Mit 16 den ersten Preis in Genf, mit 20 in der Carnegie Hall ein umjubeltes Debüt – jeder Konzertsaal der alten und neuen Welt stand ihm danach offen; ab Mitte 20 dazu Engagements in führenden Jazzclubs, zum Beispiel dem New Yorker Birdland; außerdem eine Anzahl origineller, erfolgreicher Kompositionen: Es hätte für mehrere Laufbahnen gereicht. Um aber als Musiker und Mensch zu reifen, genügte es nicht, in erprobten Gebieten einer der Besten zu sein: Mit dem Schritt in die ohne jede Vorgabe und Absprache improvisierte “Freie” Musik (mit der Gruppe Anima und anderen) stellte er das Bisherige ab 1971 radikal in Frage und entzog sich den Kategorien des Marktes, seinen Ritualen, Zwängen und stillen Einverständnissen. Er spielte nicht mit, sozusagen. In diesem Mut zur Freiheit, auch zum Rückzug, und dann zur rundum erneuerten Rückkehr, liegt das Einzigartige und Exemplarische  seines Lebens. Dadurch waren sein Spiel, seine Biographie und sein Auftreten – auch im Wortsinn! – außergewöhnlich, bedeutend und aufregend.
 
Es ist dem Team von LOFT Music München und den Produzenten Manfred Frei und Karl-Heinz Hein zu danken, daß eine große Zahl perfekter Videodokumente von Friedrich Gulda existiert. Durchaus lustvoll und versiert im Umgang mit den Medien, dürfte er nur darauf gewartet haben, seine Musik, Ideen und Visionen ab etwa 1980, dem neuen Wissensstand angemessen, darzustellen. Zum einen beim Münchner Klaviersommer mit seinem Konzept der offenen Begegnung von Jazz und Klassik, zum zweiten mit der Möglichkeit, sowohl live als auch im Studio von einem erstklassigen Team aufgenommen und gefilmt zu werden. Daß die Deutsche Grammophon diese Dokumente, und hoffentlich noch viele weitere aus dem LOFT-Archiv, veröffentlicht, ist für unsere Familie nicht nur einfach erfreulich, sondern kann als Signal verstanden werden: Es wäre wünschenswert, daß die Botschaft dieses Künstlerlebens in noch breiterem Maß aufgenommen und nachvollzogen werde.
 
Die Gleichzeitigkeit von Vielfalt und Tiefe, mit welcher der reife Friedrich Gulda hier agiert, darauf kommt es an. Crossover mag manchmal gelingen, auch amüsant und leicht geraten; und mancher Künstler mag öffentlich mit Hingabe, ja sogar Qual um die letzten Einsichten ringen. Friedrich Gulda hat beides durch- und überschritten. Er ist bis auf den Grund hinabgestiegen in den vielen Gebieten, die er auswählte, ja bestimmt manchmal bis in die Unterwelt – auf der Suche nach welcher Eurydike?
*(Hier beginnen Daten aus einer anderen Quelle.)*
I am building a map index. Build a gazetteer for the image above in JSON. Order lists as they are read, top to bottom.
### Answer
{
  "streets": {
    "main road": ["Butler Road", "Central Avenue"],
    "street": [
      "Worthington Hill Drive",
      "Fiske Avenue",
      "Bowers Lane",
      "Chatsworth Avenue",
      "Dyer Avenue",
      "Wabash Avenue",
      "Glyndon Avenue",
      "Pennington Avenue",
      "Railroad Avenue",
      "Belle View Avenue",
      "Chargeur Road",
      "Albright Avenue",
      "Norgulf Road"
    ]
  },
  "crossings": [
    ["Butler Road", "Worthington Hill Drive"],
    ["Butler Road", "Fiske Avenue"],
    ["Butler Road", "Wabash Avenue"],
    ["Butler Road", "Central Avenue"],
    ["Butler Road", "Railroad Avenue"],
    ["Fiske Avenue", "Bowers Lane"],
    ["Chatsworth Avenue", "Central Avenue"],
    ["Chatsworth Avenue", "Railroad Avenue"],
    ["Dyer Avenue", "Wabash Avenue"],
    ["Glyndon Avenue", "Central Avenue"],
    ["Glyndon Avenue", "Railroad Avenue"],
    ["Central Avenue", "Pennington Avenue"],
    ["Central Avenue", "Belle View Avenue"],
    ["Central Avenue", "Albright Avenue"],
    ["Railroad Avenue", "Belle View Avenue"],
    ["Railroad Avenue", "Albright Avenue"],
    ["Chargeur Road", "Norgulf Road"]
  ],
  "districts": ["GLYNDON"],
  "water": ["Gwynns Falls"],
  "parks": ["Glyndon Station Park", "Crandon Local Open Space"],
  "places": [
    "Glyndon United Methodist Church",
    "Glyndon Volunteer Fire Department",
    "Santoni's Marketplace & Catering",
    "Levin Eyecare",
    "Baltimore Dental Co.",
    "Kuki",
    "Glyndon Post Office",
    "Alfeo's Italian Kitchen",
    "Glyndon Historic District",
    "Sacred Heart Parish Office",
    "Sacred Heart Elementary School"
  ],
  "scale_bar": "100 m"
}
Er selbst meint im Film “So What?!”, die Musik selbst sei die Frau seines Lebens gewesen.
 
Die Summe dieser Erfahrungen ist auf der vorliegenden DVD, gleichsam als erster Überblick, nachzuhören und zu sehen: vom kompromisslosen Ernst seiner Bach-Interpretation bis zum trunkenen Übermut der “Reblaus” – nur wer einmal “full circle” gegangen ist, und dazu noch alles, wirklich alles, angezweifelt hat, kann diese Spannweite mit so unerhörter, spielerischer Leichtigkeit glaubhaft machen. Und der Mensch Friedrich Gulda in seinem Widerspruch – oder doch Einklang? -  wird in dem bereits erwähnten Film, im Interview, und bei der leutseligen Conference in “Solo Flight” sichtbar und durch seine Worte vielleicht verstehbar. Und doch: Letztlich ist es die Musik, die uns im Tieferen verstehen läßt. Mein ganz persönlicher Beweis ist die Version von “Für Paul”, welche auf dieser DVD festgehalten ist.